Take the example of Burberry. Eight years ago, Burberry wasn’t doing all that well. It was a rather tired and aging British luxury brand based on the trench coat as its signature product.

Then in 2006, Angela Ahrendts, left Liz Claiborne to take the helm as CEO. (Yes, the same Angela Ahrendts who recently became Apple’s svp of retail and online stores.)

Upon her arrival, Ahrendts went about crafting a new Burberry strategy.

Her first moves were all about changing the Burberry brand’s where-to-play and how-to-win. She moved down in the demographic space to position Burberry as the place for younger affluent buyers interested in luxury goods. She aimed much younger than most other luxury goods manufacturers were at the time. She revamped the product line accordingly to appeal to that younger upscale buyer.

Ahrendts realized early on that Burberry need capabilities that they didn’t have at the time. Most young affluent buyers, she realized, preferred to engage not in the physical retail location as older buyers do, but rather online. Burberry had little online presence, and no ability to effectively communicate with the new segment.

She knew Burberry had to build those online capabilities from scratch, and made a gigantic investment to make those capabilities unique. It wasn’t long before Burberry was winning online luxury goods retailing awards (enough to make Apple sit up and take notice). Take a look at how Ahrendts delivered interim results via online video:

Ahrendts also knew Burberry fashion design was in dire need of an extreme makeover, one appealing to younger folks. She appointed a young up-and-coming designer, Christopher Bailey, to lead the charge, eventually moving in to the role of Chief Creative Officer. (Bailey is now CEO.)

Now, it’s a fairly radical move in any organization to essentially flip the org chart, but especially true in fashion, where seasoned senior designers rule the hierarchical roost. And following Ahrendts’s lead, Bailey created a rotating design counsel from which he was able to select young designers with fresh ideas, from all levels and locations from around the world, to be the strategic decision makers for one year only.

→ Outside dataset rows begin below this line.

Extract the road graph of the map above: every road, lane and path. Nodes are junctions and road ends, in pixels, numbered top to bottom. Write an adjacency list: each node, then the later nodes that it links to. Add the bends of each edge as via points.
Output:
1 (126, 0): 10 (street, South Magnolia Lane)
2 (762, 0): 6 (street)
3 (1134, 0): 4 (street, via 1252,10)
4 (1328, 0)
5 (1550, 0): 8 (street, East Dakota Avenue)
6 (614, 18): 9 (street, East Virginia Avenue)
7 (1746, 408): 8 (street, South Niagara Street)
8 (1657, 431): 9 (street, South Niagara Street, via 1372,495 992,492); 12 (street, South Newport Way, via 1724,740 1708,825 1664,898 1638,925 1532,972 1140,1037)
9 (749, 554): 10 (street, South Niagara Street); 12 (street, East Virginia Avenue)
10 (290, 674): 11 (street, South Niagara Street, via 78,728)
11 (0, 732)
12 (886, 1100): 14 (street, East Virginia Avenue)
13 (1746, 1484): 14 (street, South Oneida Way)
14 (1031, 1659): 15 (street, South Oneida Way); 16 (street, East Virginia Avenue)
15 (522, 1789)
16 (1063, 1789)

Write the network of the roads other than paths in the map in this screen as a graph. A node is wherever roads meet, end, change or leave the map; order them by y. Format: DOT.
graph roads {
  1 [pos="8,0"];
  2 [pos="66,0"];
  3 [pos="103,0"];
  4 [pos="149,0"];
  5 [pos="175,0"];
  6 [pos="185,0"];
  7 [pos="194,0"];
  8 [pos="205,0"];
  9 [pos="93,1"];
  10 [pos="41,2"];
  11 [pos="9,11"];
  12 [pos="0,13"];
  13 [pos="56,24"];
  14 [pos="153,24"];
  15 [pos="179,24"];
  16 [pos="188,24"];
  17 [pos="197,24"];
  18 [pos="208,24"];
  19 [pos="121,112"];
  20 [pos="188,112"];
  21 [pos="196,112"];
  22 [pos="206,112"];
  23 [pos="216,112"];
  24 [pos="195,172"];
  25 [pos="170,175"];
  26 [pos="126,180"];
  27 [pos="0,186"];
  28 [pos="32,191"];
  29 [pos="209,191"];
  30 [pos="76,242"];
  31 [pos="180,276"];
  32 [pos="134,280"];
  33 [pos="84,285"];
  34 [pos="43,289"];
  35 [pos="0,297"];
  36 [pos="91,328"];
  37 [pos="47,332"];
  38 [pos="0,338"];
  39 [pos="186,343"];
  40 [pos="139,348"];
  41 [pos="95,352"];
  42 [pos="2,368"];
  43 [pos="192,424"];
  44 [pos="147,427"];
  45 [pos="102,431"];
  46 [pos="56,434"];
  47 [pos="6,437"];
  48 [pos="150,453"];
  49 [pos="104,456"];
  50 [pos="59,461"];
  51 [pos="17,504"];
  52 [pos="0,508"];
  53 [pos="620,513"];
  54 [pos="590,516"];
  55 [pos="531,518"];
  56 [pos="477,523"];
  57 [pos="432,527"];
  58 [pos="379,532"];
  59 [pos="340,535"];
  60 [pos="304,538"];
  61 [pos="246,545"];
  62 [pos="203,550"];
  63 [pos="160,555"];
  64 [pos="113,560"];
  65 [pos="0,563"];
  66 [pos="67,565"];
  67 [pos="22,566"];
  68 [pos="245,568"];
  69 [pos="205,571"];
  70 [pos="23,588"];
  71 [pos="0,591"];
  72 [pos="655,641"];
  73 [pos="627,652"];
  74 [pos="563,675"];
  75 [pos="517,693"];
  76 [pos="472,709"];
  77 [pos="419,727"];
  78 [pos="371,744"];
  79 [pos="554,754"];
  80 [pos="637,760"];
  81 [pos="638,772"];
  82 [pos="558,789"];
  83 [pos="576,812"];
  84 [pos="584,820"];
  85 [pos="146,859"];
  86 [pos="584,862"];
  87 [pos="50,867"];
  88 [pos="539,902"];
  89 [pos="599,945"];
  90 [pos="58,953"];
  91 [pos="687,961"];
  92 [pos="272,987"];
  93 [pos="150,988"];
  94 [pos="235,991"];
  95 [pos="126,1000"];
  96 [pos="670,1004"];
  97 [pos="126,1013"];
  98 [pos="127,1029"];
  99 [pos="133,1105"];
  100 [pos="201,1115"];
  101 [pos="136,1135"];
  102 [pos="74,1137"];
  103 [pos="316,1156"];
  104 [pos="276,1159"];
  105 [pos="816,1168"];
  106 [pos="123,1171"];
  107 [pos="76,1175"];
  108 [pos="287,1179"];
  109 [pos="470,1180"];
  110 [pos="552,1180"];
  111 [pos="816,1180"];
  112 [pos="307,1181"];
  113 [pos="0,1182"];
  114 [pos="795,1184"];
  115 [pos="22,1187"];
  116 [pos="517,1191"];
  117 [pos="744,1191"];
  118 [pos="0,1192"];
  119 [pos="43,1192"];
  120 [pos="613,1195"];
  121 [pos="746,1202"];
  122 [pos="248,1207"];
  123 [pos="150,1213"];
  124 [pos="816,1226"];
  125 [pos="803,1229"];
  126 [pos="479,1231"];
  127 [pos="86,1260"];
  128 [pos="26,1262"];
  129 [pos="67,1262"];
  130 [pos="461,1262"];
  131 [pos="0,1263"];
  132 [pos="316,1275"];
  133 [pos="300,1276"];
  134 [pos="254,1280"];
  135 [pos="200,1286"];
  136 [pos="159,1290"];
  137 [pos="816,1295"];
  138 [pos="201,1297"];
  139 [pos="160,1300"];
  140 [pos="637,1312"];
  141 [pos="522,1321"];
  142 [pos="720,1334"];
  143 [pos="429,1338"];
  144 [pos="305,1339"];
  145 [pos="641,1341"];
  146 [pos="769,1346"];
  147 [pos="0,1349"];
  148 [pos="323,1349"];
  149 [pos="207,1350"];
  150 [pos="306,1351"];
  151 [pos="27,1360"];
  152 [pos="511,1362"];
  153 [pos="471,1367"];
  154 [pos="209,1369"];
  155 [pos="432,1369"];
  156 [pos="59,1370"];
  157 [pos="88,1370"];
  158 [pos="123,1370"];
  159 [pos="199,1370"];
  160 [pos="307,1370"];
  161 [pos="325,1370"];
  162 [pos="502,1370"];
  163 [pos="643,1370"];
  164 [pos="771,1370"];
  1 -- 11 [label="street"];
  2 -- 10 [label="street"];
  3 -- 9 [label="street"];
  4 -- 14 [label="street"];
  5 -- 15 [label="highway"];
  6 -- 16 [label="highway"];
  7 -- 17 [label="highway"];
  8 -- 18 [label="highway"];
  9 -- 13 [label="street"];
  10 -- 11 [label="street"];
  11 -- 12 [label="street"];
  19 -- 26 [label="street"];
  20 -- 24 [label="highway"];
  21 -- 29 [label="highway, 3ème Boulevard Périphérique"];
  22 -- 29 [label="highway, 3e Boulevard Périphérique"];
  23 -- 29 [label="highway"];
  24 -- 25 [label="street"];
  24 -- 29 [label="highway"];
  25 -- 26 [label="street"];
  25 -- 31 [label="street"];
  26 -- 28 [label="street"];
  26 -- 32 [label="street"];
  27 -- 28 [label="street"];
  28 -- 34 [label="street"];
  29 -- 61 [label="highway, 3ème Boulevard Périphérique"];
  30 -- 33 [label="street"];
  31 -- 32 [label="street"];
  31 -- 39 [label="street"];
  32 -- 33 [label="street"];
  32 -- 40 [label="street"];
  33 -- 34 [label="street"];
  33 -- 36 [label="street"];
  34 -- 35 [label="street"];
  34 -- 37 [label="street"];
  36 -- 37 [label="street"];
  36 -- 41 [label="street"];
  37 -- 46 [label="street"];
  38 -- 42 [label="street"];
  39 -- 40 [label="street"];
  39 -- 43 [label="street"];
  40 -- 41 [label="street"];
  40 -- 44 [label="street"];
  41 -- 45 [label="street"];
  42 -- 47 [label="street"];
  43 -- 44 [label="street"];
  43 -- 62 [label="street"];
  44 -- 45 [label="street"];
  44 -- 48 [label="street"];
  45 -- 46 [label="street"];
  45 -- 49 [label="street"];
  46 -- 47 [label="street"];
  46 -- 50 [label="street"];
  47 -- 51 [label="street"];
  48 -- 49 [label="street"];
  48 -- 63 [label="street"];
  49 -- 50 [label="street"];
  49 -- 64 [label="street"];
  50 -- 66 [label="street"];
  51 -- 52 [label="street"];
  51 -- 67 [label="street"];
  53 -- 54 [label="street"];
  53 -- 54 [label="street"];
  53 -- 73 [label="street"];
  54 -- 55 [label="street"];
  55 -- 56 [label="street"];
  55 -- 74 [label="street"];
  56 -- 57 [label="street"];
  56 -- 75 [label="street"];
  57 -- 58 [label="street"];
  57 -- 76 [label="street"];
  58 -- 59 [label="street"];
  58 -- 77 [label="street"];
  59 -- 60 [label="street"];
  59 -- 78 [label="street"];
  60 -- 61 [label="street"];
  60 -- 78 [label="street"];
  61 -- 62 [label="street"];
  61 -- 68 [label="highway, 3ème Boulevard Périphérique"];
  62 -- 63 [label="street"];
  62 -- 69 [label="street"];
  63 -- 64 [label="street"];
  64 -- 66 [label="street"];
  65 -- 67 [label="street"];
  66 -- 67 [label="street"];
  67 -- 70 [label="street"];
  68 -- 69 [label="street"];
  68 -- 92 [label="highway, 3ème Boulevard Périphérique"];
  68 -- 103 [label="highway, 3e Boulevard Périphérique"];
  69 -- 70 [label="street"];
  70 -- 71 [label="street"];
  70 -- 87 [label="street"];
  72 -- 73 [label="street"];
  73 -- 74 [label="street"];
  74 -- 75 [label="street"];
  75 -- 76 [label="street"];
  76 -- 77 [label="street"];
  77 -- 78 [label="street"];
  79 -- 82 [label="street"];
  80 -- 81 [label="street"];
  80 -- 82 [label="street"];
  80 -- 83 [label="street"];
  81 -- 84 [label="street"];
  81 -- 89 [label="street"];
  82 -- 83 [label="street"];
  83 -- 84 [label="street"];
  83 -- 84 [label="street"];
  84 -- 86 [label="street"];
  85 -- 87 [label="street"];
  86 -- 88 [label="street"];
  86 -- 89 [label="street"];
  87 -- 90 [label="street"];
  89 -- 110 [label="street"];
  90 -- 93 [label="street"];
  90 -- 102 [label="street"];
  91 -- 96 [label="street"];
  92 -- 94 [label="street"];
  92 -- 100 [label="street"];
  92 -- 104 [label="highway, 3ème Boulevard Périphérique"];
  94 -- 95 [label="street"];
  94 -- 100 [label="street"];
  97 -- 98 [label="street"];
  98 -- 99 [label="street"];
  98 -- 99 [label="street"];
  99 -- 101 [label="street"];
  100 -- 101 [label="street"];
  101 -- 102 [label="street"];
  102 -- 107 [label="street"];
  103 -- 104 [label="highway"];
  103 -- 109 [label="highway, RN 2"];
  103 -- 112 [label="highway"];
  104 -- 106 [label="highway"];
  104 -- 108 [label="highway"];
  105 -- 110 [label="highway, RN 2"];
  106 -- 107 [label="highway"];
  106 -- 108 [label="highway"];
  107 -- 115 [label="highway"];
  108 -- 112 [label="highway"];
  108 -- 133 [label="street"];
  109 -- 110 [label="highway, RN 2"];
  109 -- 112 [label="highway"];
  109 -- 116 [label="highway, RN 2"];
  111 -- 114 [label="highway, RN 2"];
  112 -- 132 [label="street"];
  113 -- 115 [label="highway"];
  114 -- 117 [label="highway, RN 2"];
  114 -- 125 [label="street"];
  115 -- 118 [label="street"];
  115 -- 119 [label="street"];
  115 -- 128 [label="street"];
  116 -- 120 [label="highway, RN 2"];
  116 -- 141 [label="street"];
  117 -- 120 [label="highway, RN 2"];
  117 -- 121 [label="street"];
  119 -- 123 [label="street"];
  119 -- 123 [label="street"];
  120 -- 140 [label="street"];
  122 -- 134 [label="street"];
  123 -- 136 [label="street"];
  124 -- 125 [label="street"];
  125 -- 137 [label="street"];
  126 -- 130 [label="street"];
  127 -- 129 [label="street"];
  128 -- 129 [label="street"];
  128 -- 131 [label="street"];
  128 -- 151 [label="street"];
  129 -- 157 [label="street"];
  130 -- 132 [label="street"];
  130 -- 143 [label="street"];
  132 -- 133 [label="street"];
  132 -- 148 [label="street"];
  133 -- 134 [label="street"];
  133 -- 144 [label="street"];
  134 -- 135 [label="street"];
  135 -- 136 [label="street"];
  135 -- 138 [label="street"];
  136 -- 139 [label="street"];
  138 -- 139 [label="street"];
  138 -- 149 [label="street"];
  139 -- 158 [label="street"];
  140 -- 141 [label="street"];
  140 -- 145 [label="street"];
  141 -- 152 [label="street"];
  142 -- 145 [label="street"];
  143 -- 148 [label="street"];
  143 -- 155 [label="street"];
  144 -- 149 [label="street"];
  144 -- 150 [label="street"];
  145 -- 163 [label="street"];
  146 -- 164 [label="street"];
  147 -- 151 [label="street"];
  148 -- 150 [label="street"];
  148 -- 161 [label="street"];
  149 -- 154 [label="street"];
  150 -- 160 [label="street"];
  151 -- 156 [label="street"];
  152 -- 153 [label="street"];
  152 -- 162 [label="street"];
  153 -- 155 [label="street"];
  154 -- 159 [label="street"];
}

By democratizing design in this way, he was able to build the very unique capabilities Burberry needed to realize Ahrendts’s where-to-play and how-to-win choices. Those choices only meant something if she was able to invest in and build the capabilities to deliver to the strategy.

Lesson?

If you support a clear “where to play and how to win” choice with unique and inimitable capabilities, you may just transform your company. And if you do, don’t be surprised if Apple gives you a call.